** Opening Provided records block **
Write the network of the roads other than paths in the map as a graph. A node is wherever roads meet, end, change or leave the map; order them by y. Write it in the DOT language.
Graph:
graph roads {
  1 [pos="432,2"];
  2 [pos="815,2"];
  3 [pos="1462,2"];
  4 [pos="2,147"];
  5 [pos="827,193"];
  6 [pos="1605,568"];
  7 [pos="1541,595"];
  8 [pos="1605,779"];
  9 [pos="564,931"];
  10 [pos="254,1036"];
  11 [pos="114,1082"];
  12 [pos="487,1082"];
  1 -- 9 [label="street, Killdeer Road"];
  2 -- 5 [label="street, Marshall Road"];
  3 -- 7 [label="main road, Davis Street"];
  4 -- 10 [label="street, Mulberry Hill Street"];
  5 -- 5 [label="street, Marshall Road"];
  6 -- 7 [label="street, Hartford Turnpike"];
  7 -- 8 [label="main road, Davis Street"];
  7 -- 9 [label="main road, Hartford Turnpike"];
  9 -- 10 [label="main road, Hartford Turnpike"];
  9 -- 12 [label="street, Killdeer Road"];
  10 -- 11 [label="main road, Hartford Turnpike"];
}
** Closing Provided records block **
** Opening Provided records block **
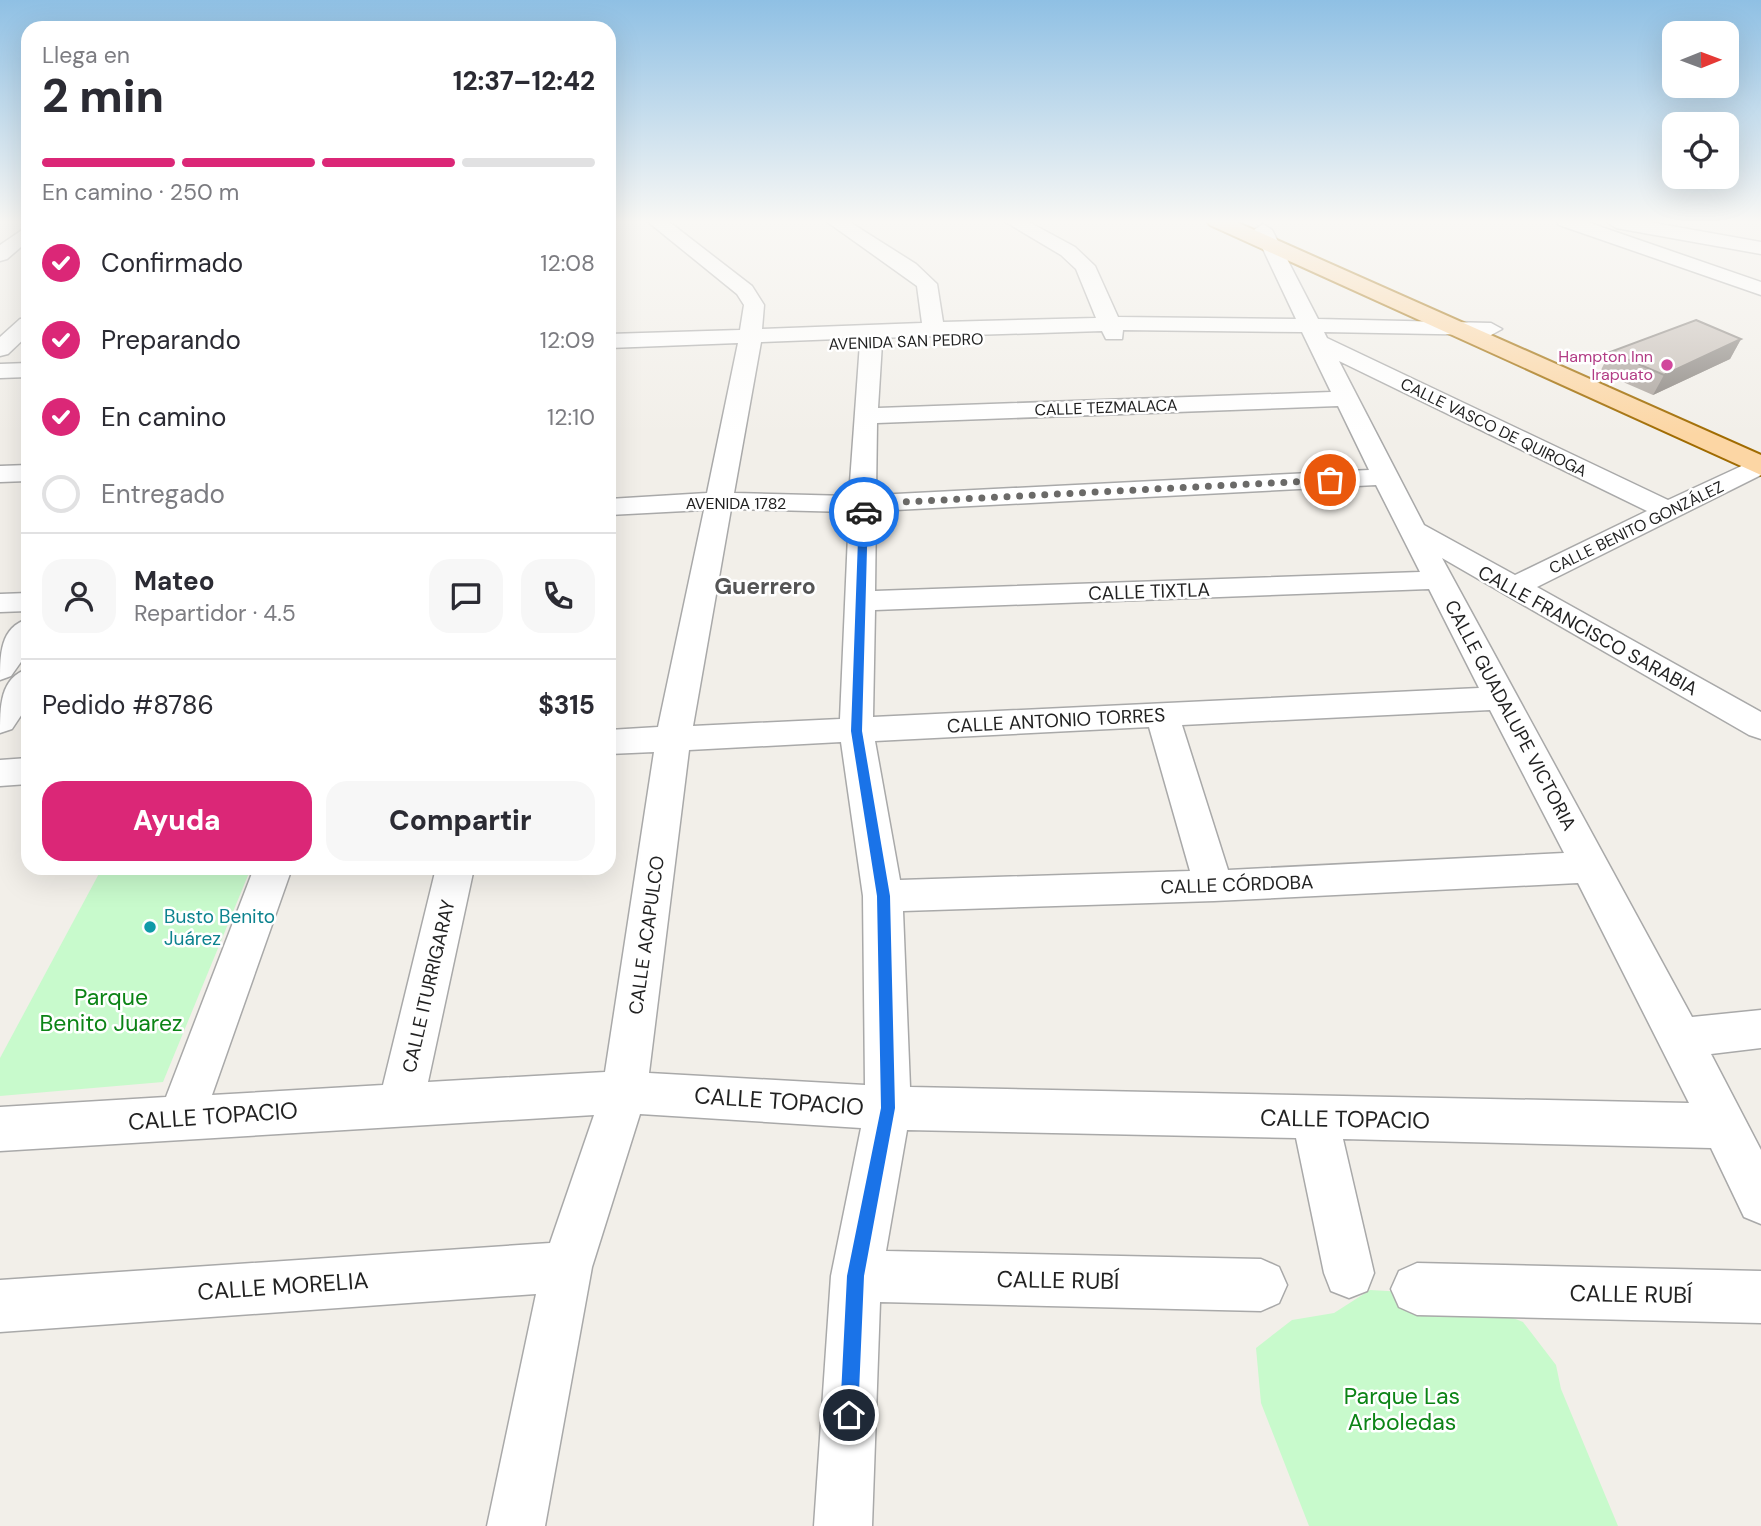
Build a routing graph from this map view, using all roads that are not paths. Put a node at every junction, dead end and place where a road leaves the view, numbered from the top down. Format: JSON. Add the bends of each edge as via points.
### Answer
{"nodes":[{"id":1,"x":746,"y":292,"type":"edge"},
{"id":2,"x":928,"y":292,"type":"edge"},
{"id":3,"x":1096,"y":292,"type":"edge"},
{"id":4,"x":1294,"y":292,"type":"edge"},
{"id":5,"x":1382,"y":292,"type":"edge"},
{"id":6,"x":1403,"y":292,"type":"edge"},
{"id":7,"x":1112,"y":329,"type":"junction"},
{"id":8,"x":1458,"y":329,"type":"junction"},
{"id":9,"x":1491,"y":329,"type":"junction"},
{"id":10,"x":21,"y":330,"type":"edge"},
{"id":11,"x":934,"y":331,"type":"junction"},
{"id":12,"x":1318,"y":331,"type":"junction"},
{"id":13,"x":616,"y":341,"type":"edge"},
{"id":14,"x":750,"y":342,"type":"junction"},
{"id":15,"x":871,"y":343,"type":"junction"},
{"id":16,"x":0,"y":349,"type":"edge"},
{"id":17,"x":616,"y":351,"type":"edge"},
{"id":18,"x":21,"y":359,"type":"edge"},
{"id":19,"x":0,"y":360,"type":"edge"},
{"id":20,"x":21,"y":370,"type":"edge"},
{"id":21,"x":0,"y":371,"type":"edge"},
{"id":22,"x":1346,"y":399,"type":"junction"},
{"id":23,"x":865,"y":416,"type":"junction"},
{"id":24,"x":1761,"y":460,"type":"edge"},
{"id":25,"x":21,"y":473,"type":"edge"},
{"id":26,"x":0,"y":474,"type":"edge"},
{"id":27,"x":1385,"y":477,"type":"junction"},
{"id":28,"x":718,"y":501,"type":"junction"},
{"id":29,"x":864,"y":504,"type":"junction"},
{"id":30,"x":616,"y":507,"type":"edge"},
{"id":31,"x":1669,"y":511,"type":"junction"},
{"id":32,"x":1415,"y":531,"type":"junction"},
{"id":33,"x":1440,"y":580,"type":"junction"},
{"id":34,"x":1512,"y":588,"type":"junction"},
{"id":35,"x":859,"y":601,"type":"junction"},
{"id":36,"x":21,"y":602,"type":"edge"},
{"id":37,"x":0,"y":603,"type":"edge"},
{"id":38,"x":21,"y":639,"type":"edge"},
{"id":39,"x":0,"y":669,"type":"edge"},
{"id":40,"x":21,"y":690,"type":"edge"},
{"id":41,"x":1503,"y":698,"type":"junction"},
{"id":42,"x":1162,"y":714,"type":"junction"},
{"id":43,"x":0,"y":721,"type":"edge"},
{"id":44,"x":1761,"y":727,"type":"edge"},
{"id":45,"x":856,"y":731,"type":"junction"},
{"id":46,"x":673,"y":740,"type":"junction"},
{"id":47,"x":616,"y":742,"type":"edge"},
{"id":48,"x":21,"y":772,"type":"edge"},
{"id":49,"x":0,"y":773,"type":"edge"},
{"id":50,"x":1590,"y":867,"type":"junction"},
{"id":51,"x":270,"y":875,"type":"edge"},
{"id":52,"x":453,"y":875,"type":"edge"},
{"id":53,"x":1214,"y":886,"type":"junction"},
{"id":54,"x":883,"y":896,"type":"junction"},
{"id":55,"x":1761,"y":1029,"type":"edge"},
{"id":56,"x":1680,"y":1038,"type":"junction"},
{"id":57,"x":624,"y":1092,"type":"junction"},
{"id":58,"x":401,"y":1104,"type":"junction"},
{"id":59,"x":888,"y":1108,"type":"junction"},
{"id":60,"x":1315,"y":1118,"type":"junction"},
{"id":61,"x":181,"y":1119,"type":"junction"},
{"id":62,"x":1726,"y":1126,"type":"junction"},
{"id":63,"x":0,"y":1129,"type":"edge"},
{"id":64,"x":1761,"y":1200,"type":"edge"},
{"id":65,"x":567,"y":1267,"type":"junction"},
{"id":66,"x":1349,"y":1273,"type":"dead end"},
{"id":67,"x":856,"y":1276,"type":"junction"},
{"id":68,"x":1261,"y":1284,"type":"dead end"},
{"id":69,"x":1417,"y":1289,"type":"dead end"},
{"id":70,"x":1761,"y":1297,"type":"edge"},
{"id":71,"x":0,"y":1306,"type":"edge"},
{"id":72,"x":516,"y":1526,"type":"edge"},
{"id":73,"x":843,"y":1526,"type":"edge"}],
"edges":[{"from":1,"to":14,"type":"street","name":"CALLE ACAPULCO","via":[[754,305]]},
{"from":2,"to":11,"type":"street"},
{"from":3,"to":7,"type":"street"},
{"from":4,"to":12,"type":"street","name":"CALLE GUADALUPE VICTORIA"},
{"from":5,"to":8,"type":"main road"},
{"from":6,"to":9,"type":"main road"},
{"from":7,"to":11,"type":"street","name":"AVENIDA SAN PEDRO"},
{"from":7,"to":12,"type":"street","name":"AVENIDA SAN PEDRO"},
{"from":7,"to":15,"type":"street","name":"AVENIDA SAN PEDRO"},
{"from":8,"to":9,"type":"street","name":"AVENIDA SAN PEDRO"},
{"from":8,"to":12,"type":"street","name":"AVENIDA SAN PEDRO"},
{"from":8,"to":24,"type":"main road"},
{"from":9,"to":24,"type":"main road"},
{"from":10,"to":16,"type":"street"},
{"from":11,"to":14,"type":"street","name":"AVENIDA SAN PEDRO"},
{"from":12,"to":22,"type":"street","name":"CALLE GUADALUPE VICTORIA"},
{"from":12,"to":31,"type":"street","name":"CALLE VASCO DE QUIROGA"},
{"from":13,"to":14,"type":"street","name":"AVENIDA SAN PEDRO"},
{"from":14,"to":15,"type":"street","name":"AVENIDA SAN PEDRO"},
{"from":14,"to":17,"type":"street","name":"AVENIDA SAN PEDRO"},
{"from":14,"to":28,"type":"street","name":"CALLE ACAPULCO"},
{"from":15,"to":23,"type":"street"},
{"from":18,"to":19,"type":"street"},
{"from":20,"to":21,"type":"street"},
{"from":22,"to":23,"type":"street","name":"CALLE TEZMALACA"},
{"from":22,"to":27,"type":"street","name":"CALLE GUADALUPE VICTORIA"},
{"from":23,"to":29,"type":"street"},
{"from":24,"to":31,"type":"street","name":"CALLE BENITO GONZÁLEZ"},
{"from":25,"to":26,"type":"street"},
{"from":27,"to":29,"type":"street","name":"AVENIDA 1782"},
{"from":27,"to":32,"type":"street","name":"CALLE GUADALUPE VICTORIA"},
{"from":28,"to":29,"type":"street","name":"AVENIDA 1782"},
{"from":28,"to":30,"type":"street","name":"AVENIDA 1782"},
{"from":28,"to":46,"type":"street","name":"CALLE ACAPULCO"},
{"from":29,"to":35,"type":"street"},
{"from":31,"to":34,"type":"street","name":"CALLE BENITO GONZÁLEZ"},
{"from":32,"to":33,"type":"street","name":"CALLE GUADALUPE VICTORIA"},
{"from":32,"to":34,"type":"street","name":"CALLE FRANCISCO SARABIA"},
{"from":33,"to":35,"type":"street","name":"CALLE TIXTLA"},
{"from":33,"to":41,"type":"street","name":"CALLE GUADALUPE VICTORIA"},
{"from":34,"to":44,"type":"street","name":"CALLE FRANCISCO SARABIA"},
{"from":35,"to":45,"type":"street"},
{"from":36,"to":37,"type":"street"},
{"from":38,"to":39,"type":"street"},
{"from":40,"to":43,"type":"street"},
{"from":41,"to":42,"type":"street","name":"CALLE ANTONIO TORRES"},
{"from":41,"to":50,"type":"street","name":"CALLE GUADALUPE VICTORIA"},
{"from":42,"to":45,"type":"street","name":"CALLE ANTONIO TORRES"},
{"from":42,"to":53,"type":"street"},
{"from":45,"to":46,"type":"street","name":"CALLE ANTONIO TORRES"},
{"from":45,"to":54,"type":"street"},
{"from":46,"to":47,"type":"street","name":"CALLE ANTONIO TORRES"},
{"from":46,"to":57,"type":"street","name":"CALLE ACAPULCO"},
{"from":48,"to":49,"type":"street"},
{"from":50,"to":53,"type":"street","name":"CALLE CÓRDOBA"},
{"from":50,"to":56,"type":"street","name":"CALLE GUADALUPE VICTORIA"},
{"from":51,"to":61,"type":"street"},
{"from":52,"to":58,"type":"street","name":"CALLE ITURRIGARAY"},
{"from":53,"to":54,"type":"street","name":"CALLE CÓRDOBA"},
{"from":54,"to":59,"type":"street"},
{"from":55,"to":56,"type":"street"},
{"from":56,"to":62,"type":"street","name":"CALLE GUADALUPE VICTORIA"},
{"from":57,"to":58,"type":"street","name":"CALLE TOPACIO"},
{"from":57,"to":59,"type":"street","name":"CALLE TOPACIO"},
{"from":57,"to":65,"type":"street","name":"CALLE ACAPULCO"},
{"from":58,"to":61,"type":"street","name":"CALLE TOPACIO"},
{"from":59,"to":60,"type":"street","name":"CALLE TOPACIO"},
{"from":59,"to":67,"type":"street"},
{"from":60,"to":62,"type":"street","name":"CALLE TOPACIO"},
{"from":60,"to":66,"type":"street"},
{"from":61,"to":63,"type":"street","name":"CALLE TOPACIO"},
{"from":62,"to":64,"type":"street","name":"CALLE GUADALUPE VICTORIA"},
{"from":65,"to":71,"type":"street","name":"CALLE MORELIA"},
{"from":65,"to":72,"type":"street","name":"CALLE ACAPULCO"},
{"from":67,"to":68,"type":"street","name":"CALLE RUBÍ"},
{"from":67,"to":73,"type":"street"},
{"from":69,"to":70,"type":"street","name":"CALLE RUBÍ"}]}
** Closing Provided records block **
Each line that has the word "paths" counts once. How many such lines are in the data? Give the number alone.

2